If the two lines have the same slope, then the vertical distance between the two lines represents the difference in means of the bone densities in the two groups adjusted for any difference in the distribution of the predictors.

This is known as analysis of covariance (ANCOVA).

Good luck with your work.

I know that you've elaborated, but if you could any further about your intentions for this experiment, it would be great.

Sure. Let me explain a little better. First the actual data:

Patient 1 (age 51 bone density 112)

Controls for patient 1

age mean

51 156

50 99.3

51 180

50 159

51 103

50 149

50 149

51 101

50 119

50 128.7

Patient 2 (age 58 bone density 181)

Controls for patient 2

age mean

58 169

59 128

59 153

57 119

58 120

58 147

58 128

59 163

56 132

57 149

Patient 3 (age 59 bone density 153)

controls for patient 3

59 112

58 133

59 71

59 91

57 114

58 117

58 175

59 101

58 166

58 110

Patient 4: age 39, bone density 151

Controls for patient 4

39 168

40 236

38 210

39 181

40 179

39 161

38 173

39 151

39 154

39 219

Patient 5: age 14, bone density 313

Controls for Patient 5

14 243

14 220

14 241

14 271

13 195

14 228

14 273

13 305

14 230

14 254

Patient 6: age 23, mean 272

Controls for patient 6

22 151

22 195

22 227

23 181

22 179

22 213

22 185

23 253

22 217

23 231

Patient 7: age 22, bone density 238

controls for patient 7

21 166

22 195

21 185

21 228

22 169

22 199

21 270

21 169

21 169

21 176

Patient 8: age 40, bone density 124

controls for patient 8

39 216

39 160

40 187

40 144

39 182

40 155

40 172

40 228

40 180

40 236

Patient 9: age 42, bone density 124

Controls for patient 9

41 176

42 185

41 201

42 186

42 201

41 224

41 193

42 183

44 205

40 176

Patient 10: age 43, bone density 200

Controls for patient 10

42 191

42 163

42 170

42 121

42 167

42 109

43 185

42 206

42 129

42 162

Patient 11: age 44, bone density 151

Controls for patient 11

44 139

43 158

43 98

43 167

43 150

44 217

43 140

43 191

43 200

44 170

I tried to put up the graph of the data but i can't seem to. The graph that I have is average bone density of each control group versus age.
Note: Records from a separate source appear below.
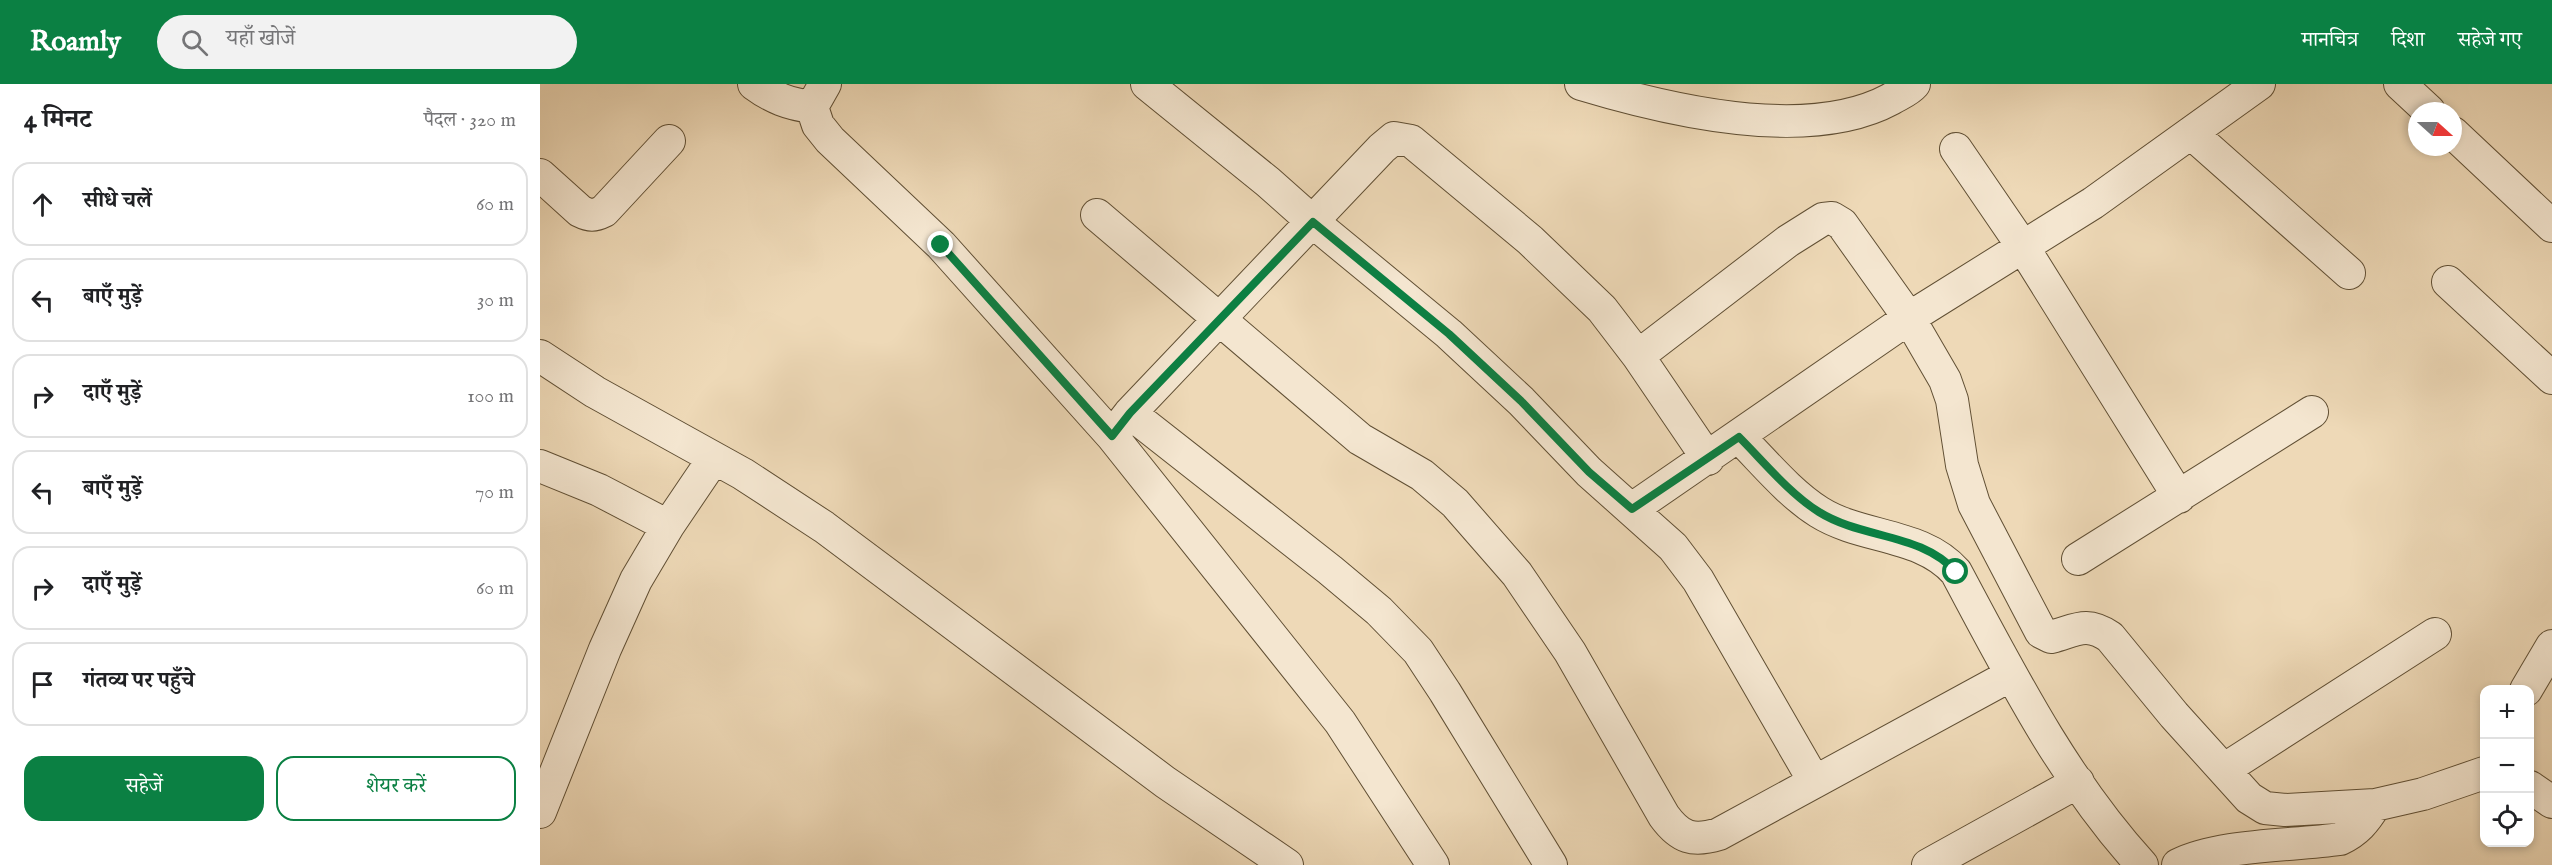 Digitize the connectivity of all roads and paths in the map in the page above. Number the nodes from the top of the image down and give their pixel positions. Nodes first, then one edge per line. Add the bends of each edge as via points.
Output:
1 (754, 84) edge
2 (1147, 84) edge
3 (1581, 84) edge
4 (1914, 84) edge
5 (2259, 84) edge
6 (2400, 84) edge
7 (1631, 91) edge
8 (818, 96) edge
9 (2419, 102) edge
10 (2191, 134) junction
11 (669, 141) dead end
12 (2462, 141) edge
13 (1956, 149) dead end
14 (540, 175) edge
15 (1097, 215) dead end
16 (2548, 215) edge
17 (1313, 222) junction
18 (2023, 247) junction
19 (2349, 273) dead end
20 (2448, 282) dead end
21 (1909, 318) junction
22 (1220, 320) junction
23 (540, 356) edge
24 (1638, 356) junction
25 (2552, 378) edge
26 (2312, 412) dead end
27 (1121, 424) junction
28 (1739, 437) junction
29 (714, 458) junction
30 (1708, 459) junction
31 (540, 466) edge
32 (2179, 497) junction
33 (1632, 509) junction
34 (668, 526) junction
35 (2078, 559) dead end
36 (2435, 634) dead end
37 (2552, 646) edge
38 (2011, 675) junction
39 (2529, 685) edge
40 (2225, 769) junction
41 (2480, 773) edge
42 (1814, 781) junction
43 (2078, 782) junction
44 (2534, 791) edge
45 (2552, 802) edge
46 (2375, 805) junction
47 (540, 812) edge
48 (1287, 865) edge
49 (1433, 865) edge
50 (1551, 865) edge
51 (1928, 865) edge
52 (2142, 865) edge
53 (2178, 865) edge

1 - 8 street via 789,104
2 - 17 street
3 - 7 street
4 - 7 street via 1875,108 1828,120 1715,115
5 - 10 street
6 - 9 street
8 - 27 street via 818,125 830,140
10 - 18 street
10 - 19 street
11 - 14 street via 595,216 580,211
12 - 16 street
13 - 18 street
15 - 22 street
17 - 22 street
17 - 24 street via 1394,138 1411,141 1530,240 1602,309
17 - 33 street via 1449,334
18 - 21 street
18 - 32 street
20 - 25 street
21 - 24 street via 1842,224 1832,218 1823,219 1788,241
21 - 28 street
21 - 40 street via 1953,400 1962,465 1974,504 2041,632 2051,637 2097,628 2110,637
22 - 27 street
22 - 42 street via 1360,439 1416,471 1455,503 1517,574 1570,652 1675,831 1703,839 1719,834
23 - 29 street via 595,392
24 - 30 street
26 - 32 street
27 - 49 street via 1340,722
27 - 50 street via 1330,570 1418,651
28 - 30 street
28 - 38 street via 1819,512 1931,550 1944,559 1956,572
29 - 34 street
29 - 48 street via 824,527 1166,783
30 - 33 street
31 - 34 street via 599,490
32 - 35 street
33 - 42 street via 1673,547 1698,580
34 - 47 street via 636,580 605,649
36 - 40 street
37 - 39 street
38 - 42 street
38 - 43 street
40 - 46 street via 2249,798 2265,808
41 - 46 street via 2423,794
43 - 51 street
43 - 52 street
44 - 45 street
46 - 53 street via 2354,832 2340,838 2216,852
This shows a general trend towards lower bone density with age...not unsuspected. I have also included the standard deviation of each group as "error bars" at each point. A trend line is added (y = -0.0029x3 + 0.3215x2 - 13.002x + 367.28; R2 = 0.881). Finally, I have plotted the bone density of each cocci patient vs age. What I see is that bone densities of most of the cocci patients are greater than 1 standard deviation from the point estimate of the mean bone density for that age. Some are higher and some are lower than their respective control means. I would expect this from the biology. The question is, is this significant? Do the cocci patients really come from a bone density population that has a variance larger than the variance of the controls (adjusted for age)? Or is it just chance that so many of the cocci patient's bone density fall so far from the control means.
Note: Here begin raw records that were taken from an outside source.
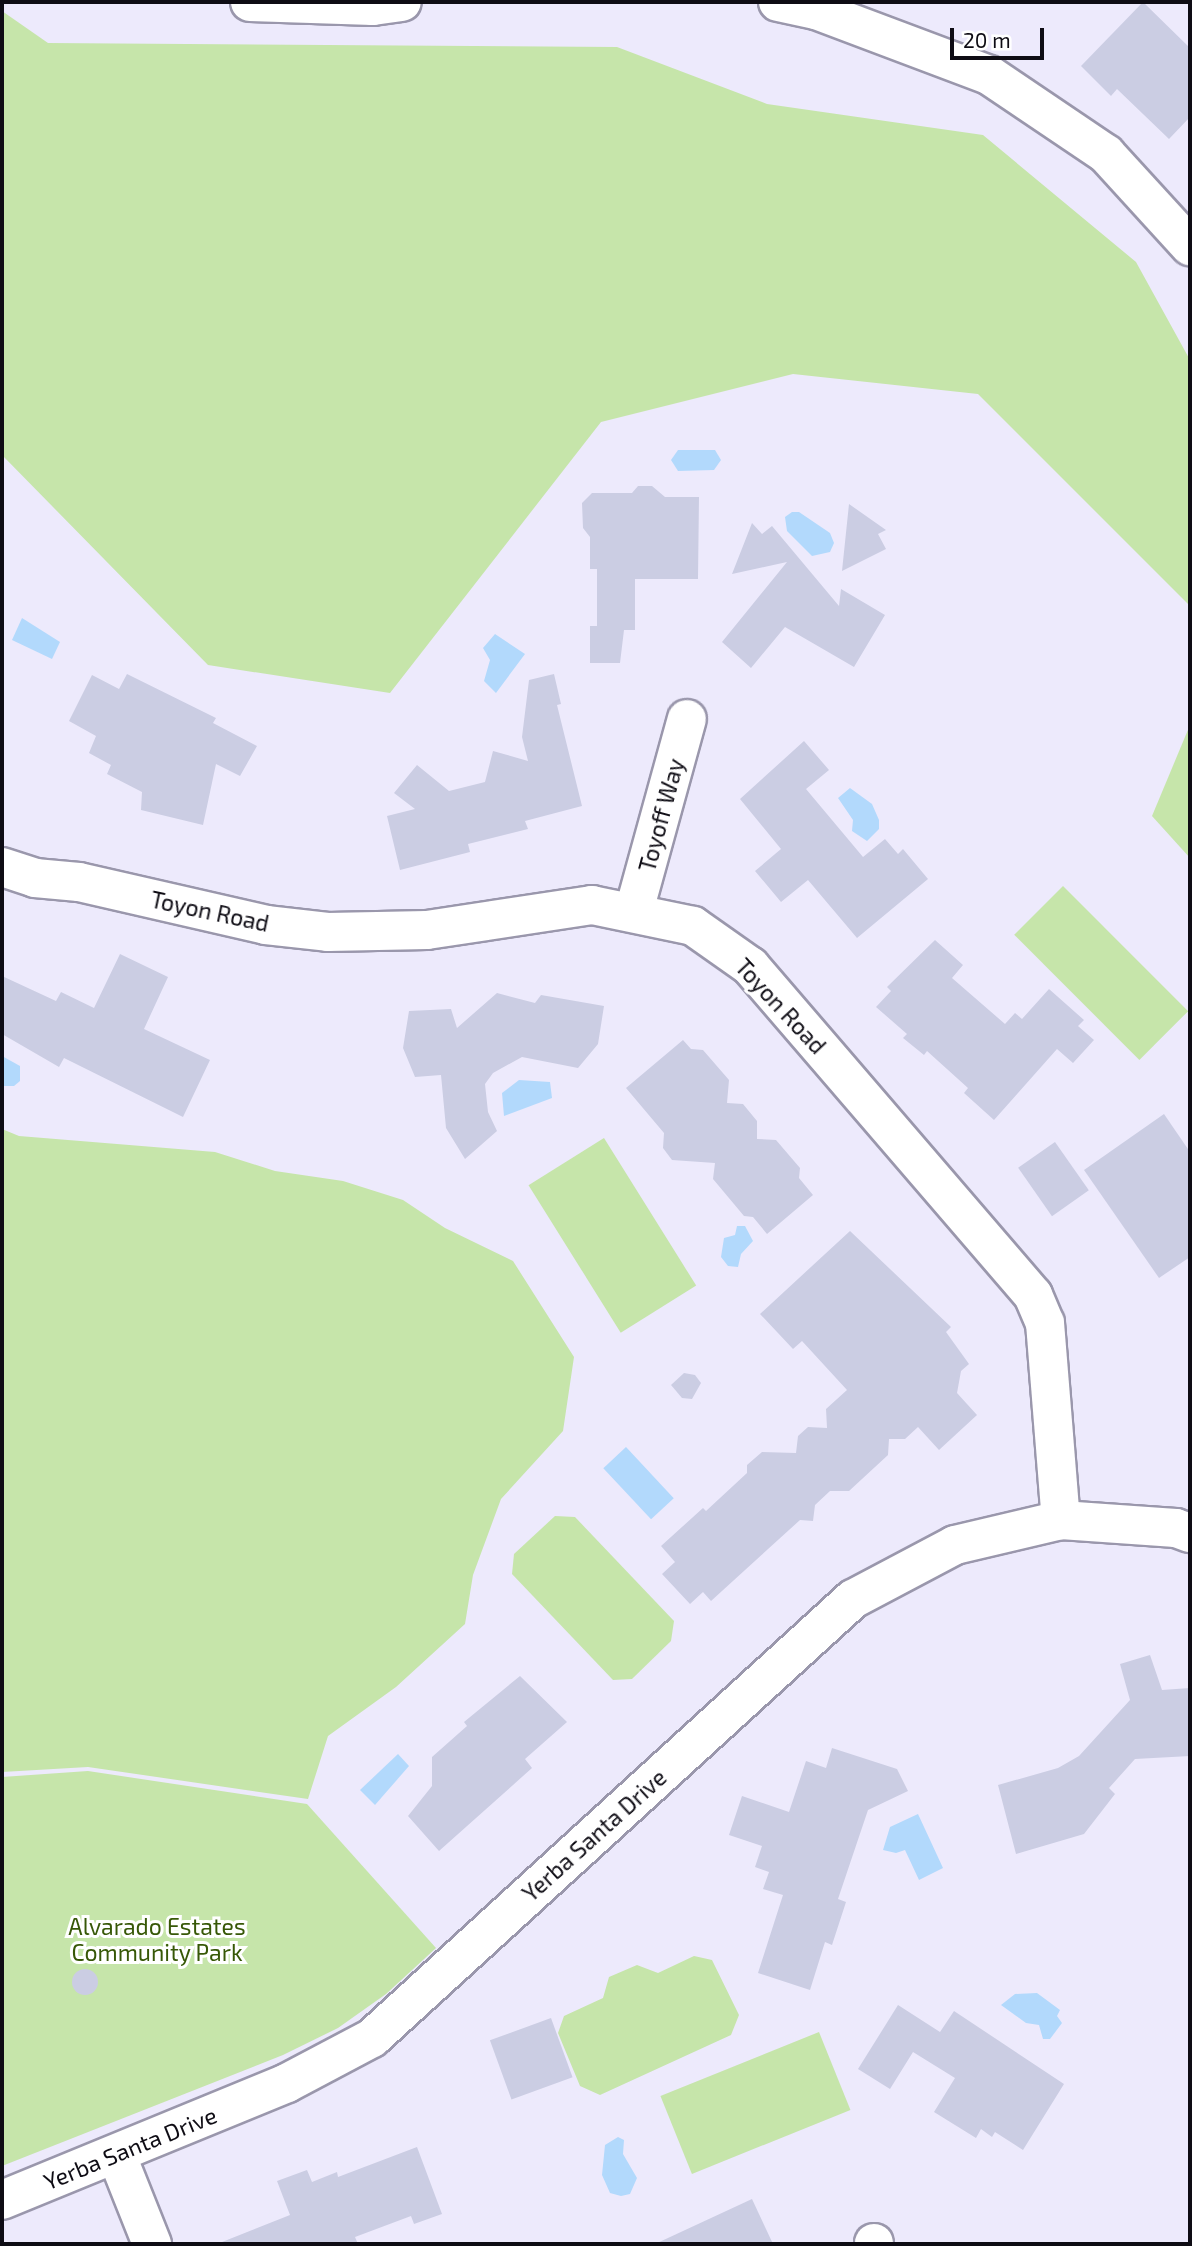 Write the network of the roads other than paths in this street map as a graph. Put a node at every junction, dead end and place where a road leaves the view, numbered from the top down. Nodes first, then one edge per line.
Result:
1 (250, 2) edge
2 (402, 2) edge
3 (778, 2) edge
4 (1190, 246) edge
5 (687, 719) dead end
6 (2, 867) edge
7 (634, 911) junction
8 (1061, 1520) junction
9 (1190, 1533) edge
10 (117, 2155) junction
11 (2, 2200) edge
12 (152, 2244) edge

1 - 2 street
3 - 4 street
5 - 7 street, Toyoff Way
6 - 7 street, Toyon Road
7 - 8 street, Toyon Road
8 - 9 street, Yerba Santa Drive
8 - 10 street, Yerba Santa Drive
10 - 11 street, Yerba Santa Drive
10 - 12 street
The trick in doing the variance calculation is that there is so much variation with age. I have to figure out how to eliminate that in the calculation. It is sort of a paired Variance test.
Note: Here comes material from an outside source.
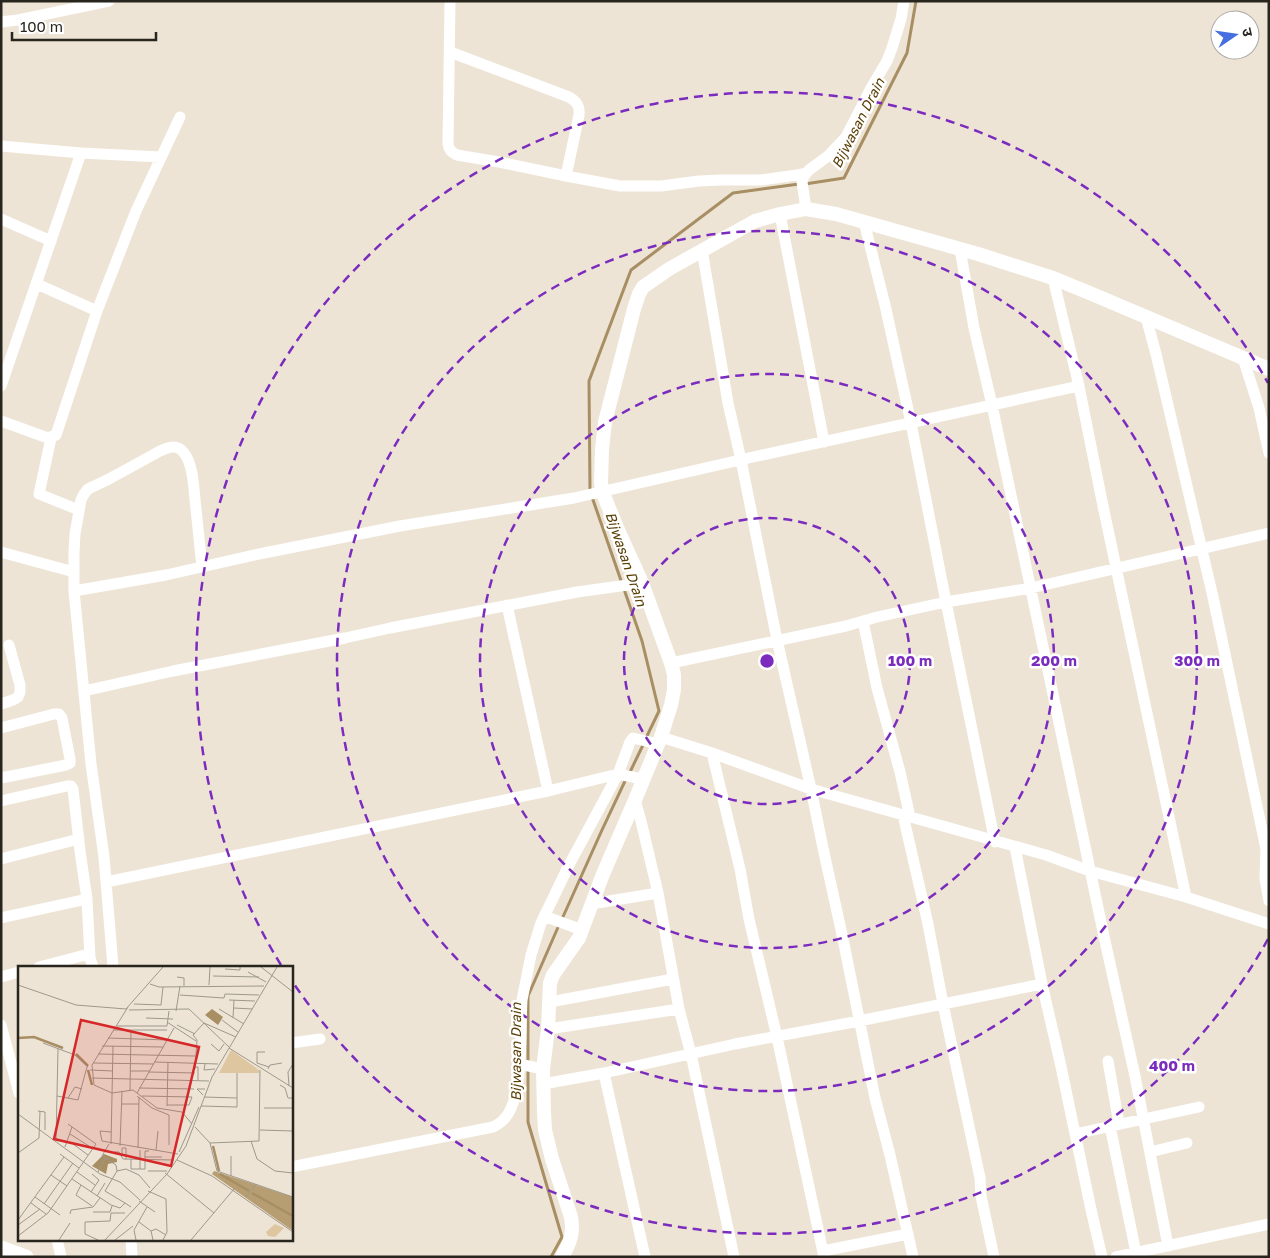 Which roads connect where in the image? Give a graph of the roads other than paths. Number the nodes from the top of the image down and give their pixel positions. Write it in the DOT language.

It seems that I could normalize the data first and then do a standard F-test or Levene's test but I am not sure exactly how to do that. Or, I could use the standard formula for calculating the Levene's test (or F-test) but use the mean of the control group of for each patient...a sort of Paired Levene's.

Does this make sense.

If someone can tell me how to put my graph up I will do it.

Thanks again!!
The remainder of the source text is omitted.